- [About this exercise] In the records below, which lines include "limit"? Copy them.

───── Data extracts

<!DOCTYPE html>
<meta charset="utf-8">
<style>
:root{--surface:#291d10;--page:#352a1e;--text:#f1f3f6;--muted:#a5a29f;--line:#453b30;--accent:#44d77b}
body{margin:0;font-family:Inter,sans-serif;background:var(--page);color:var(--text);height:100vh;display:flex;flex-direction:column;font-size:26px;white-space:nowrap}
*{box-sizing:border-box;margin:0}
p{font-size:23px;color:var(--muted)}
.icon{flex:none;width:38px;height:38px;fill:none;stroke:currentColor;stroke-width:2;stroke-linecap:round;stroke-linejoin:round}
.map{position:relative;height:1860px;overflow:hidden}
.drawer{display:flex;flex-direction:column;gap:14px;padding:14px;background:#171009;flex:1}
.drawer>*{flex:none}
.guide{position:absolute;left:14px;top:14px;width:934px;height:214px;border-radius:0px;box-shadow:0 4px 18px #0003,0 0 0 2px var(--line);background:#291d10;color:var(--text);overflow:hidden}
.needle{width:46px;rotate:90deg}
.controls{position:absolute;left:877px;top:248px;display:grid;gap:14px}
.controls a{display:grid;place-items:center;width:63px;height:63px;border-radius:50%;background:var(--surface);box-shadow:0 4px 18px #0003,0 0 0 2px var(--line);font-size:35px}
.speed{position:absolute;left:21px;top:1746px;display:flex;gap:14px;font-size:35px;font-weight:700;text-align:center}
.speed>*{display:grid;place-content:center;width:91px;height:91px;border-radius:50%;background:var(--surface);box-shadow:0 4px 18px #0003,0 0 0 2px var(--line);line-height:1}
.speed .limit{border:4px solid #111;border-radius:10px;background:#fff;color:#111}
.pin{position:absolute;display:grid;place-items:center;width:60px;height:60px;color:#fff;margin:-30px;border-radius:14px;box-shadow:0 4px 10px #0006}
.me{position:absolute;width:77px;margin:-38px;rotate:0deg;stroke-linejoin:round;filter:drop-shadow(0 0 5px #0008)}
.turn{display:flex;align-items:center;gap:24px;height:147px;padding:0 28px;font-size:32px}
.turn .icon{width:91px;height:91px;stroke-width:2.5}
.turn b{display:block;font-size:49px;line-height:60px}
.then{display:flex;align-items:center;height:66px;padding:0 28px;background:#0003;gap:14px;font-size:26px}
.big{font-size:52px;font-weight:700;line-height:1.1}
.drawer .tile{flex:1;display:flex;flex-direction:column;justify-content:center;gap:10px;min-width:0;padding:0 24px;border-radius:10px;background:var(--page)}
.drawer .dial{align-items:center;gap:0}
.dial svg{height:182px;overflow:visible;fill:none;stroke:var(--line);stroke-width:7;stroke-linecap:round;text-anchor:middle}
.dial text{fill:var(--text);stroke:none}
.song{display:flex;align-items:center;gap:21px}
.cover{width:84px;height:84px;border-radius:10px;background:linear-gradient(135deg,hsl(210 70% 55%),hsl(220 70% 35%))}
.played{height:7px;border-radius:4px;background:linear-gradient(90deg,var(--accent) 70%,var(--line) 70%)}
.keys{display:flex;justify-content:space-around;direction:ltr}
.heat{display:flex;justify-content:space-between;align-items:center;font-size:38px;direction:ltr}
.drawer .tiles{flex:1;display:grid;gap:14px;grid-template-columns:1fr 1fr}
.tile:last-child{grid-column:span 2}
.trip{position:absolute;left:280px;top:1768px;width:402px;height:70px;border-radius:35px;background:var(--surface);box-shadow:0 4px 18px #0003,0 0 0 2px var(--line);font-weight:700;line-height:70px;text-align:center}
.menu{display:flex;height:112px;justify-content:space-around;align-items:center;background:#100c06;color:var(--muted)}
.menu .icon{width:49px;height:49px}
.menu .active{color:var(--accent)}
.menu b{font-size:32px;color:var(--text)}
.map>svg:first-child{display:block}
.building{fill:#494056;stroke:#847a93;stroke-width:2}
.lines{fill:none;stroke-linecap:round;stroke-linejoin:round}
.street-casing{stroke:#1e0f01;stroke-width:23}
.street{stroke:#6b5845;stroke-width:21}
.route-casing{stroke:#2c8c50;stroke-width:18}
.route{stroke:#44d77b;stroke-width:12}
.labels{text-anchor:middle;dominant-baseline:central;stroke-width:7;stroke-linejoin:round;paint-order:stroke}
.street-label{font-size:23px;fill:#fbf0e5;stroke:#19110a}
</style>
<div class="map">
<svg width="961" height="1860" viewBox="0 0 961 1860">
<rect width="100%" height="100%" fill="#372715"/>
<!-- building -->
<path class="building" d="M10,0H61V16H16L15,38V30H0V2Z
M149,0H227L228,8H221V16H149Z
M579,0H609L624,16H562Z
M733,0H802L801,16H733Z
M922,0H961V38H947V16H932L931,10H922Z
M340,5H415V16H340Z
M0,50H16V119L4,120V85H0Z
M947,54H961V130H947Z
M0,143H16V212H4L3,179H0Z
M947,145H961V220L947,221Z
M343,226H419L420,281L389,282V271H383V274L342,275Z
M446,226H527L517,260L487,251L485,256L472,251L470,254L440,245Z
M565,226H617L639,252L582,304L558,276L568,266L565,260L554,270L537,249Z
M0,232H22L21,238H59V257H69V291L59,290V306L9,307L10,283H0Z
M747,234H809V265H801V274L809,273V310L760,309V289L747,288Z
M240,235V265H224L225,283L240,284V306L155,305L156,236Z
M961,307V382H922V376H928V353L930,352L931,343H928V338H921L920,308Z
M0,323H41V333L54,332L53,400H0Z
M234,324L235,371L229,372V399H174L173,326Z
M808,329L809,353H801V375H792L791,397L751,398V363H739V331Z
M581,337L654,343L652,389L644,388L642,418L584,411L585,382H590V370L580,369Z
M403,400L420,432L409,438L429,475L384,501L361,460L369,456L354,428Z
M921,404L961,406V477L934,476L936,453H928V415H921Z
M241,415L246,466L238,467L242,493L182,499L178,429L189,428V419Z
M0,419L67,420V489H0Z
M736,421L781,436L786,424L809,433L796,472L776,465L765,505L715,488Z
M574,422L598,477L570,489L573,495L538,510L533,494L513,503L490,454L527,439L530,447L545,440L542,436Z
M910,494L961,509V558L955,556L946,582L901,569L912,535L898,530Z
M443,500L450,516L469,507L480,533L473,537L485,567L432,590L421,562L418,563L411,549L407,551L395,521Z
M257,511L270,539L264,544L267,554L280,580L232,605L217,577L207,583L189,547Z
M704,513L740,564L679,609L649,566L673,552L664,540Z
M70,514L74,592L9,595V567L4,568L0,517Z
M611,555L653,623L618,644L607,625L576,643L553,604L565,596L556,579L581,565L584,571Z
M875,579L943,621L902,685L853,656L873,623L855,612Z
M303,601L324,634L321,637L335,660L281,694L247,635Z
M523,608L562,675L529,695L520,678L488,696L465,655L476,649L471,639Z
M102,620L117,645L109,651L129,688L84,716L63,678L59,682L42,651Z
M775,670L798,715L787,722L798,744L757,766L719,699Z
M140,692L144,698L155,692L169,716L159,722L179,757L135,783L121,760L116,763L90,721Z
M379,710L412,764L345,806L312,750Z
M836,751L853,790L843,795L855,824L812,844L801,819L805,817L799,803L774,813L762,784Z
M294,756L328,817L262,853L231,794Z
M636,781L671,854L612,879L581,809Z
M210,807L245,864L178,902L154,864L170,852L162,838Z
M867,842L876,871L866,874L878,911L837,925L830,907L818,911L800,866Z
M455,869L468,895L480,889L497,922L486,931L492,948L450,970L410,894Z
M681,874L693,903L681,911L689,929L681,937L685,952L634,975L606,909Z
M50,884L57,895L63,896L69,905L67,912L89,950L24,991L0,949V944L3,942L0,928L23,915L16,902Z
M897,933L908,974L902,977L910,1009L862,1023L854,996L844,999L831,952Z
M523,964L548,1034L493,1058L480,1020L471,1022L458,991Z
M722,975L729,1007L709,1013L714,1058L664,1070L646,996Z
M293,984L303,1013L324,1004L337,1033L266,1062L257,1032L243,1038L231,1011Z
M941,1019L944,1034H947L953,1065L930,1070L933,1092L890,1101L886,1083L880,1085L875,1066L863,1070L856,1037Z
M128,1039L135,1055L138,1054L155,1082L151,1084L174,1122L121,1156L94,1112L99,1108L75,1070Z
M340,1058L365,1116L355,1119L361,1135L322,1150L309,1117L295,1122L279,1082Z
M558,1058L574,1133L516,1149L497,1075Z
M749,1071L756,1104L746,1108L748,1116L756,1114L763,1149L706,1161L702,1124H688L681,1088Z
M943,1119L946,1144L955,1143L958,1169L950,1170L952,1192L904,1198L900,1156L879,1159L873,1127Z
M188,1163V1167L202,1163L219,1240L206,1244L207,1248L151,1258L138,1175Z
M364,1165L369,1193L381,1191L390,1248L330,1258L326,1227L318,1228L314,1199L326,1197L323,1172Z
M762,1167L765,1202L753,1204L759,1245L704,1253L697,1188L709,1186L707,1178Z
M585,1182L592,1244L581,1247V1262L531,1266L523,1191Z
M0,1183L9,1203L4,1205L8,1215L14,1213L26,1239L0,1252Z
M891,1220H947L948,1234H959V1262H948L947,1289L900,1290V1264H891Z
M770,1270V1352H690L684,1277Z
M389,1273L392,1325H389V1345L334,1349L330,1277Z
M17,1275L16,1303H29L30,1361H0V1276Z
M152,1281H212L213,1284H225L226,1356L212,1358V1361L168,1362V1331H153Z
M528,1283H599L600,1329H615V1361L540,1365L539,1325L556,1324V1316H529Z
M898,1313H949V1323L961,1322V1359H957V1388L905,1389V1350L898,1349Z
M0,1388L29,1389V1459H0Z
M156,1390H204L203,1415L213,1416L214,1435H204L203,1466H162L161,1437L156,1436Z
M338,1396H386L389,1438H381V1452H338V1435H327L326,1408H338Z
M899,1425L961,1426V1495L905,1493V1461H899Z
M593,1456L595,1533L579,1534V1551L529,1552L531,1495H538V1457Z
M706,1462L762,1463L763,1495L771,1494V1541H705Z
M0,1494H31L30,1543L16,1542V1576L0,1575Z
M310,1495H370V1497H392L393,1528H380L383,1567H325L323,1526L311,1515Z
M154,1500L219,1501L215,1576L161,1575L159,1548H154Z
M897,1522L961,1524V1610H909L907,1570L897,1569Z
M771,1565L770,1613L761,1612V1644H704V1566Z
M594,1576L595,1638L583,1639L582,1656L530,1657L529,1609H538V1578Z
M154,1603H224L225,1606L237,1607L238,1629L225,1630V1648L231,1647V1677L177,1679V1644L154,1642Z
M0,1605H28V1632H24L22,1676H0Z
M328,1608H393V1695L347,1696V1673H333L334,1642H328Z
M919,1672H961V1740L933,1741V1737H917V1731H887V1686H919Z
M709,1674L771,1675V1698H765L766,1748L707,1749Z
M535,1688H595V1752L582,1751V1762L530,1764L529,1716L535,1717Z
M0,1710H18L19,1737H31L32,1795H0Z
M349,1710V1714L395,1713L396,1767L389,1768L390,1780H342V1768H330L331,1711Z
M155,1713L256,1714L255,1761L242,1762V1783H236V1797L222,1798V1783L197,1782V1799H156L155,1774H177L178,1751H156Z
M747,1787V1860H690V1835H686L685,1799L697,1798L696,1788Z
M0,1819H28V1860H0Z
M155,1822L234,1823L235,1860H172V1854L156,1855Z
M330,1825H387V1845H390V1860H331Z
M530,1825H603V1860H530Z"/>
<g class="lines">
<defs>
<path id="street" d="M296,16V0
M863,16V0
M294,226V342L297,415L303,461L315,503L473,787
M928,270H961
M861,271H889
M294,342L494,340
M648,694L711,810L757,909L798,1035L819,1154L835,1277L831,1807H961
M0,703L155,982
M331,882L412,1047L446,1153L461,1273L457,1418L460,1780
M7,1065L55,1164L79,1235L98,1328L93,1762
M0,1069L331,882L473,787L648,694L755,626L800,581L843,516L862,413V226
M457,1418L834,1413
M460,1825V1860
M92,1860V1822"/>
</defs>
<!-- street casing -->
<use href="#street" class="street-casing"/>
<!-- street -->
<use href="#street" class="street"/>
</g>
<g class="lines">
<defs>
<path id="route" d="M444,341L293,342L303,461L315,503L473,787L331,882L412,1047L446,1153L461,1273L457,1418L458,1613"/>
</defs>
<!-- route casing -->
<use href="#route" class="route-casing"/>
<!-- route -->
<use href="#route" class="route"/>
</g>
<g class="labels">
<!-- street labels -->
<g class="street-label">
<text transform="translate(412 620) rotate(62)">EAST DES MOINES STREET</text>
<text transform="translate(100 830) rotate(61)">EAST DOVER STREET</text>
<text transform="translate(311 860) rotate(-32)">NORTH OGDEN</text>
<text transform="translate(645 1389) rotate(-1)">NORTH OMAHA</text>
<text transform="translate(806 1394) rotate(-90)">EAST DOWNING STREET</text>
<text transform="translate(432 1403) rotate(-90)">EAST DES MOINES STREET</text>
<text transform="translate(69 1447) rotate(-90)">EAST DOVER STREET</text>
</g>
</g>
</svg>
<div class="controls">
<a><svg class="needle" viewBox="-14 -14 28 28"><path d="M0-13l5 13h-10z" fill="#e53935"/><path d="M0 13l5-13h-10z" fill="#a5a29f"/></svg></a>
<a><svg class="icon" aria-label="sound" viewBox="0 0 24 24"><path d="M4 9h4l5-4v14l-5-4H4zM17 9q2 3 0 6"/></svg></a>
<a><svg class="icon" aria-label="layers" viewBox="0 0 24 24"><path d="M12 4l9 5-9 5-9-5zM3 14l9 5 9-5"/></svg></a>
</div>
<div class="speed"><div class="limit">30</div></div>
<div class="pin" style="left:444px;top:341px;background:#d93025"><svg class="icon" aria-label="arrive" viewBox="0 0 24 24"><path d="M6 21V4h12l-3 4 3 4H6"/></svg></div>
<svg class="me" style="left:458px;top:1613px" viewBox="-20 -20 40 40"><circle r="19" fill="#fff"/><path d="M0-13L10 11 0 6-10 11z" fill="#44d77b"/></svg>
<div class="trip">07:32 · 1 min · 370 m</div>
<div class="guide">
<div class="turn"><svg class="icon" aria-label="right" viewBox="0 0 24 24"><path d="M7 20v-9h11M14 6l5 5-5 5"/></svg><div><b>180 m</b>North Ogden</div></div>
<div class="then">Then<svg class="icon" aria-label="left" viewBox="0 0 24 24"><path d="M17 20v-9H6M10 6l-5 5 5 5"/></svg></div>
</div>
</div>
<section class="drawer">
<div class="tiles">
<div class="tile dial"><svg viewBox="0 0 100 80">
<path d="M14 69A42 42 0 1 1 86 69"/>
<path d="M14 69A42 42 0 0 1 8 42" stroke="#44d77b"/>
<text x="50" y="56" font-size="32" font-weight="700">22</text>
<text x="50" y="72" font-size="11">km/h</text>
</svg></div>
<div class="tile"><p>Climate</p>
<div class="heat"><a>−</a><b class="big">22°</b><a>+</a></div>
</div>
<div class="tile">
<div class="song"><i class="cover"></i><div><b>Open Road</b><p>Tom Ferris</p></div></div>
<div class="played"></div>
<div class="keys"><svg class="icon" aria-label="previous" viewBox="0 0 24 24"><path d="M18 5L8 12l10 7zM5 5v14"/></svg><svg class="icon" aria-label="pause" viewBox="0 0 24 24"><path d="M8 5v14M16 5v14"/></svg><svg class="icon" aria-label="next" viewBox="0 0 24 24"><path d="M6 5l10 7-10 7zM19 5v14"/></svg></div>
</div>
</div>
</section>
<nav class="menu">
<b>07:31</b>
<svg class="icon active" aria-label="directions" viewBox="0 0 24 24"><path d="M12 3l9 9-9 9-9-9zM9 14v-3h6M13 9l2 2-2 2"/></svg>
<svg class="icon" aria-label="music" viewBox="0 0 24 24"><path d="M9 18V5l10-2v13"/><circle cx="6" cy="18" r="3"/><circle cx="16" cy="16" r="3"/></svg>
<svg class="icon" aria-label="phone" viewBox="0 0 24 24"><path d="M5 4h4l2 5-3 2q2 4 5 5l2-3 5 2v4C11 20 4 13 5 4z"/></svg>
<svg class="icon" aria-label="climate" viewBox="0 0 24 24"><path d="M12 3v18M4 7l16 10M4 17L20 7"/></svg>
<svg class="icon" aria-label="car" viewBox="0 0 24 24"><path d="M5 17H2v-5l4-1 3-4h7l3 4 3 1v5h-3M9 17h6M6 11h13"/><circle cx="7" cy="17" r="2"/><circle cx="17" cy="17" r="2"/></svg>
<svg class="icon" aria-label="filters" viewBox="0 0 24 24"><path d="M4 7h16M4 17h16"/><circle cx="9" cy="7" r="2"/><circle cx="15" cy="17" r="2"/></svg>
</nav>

──────────

- [Result below]
.speed .limit{border:4px solid #111;border-radius:10px;background:#fff;color:#111}
<div class="speed"><div class="limit">30</div></div>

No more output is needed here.